Haptoglobin and Hemopexin Redirect Heme-Driven Oxidative Stress and Neurotoxicity in Organotypic Brain Slices

The mechanistic links between hemoglobin oxidation, heme release, and neuronal death after intracerebral hemorrhage are incompletely defined. Using organotypic brain-slice cultures (BSCs) that model the RBC-toxin cascade, we dissect how the scavenger proteins haptoglobin (Hp) and hemopexin (Hpx) interrupt this pathology. BSCs exposed to free hemoglobin, heme, or their complexes (HbHp, hemeHpx) reveal that both Hb and heme drive iron-dependent neuronal injury, while Hp and Hpx confer protection by distinct mechanisms.
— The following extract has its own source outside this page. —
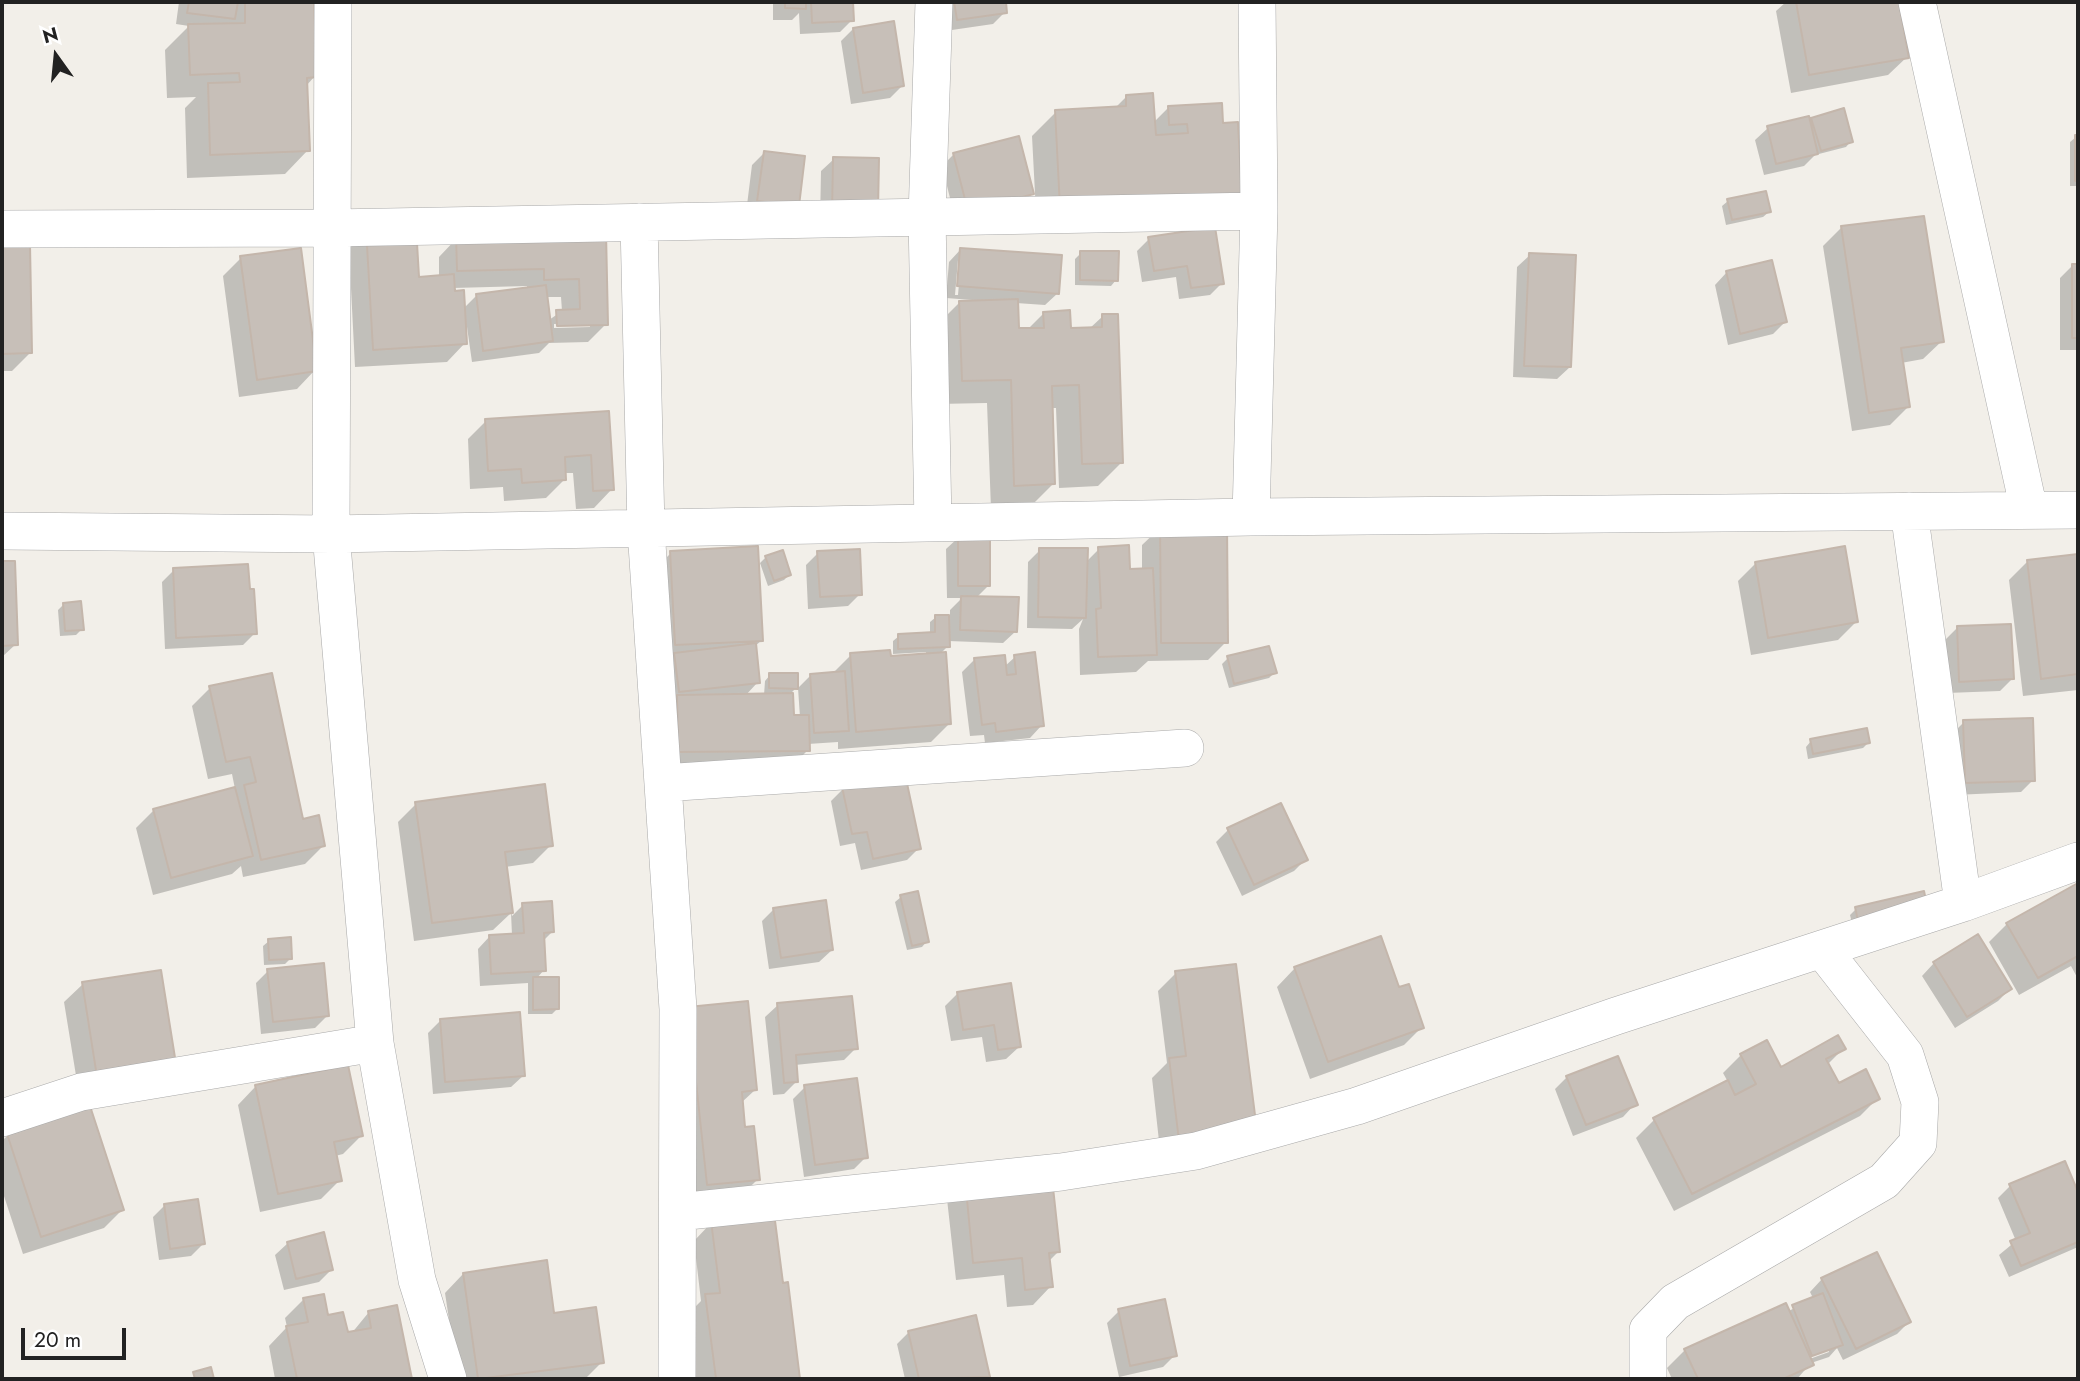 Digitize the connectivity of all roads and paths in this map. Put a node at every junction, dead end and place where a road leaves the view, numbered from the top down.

Multi-modal readouts – including iron quantification, lipid peroxidation, neuronal apoptosis, and RNA-seq – demonstrate that Hpx abolishes toxicity by sequestering heme, whereas Hp stabilizes Hb and enables Nrf2-dependent cytoprotective gene expression. These data quantitatively map how Hp and Hpx reroute hemolytic toxicity toward resilience. Overall design: RNA-seq profiling of wildtype C57BL/6J organotypic brain slice cultures exposed to free hemoglobin, free heme, or their respective scavenger complexes (haptoglobin for hemoglobin, hemopexin for heme).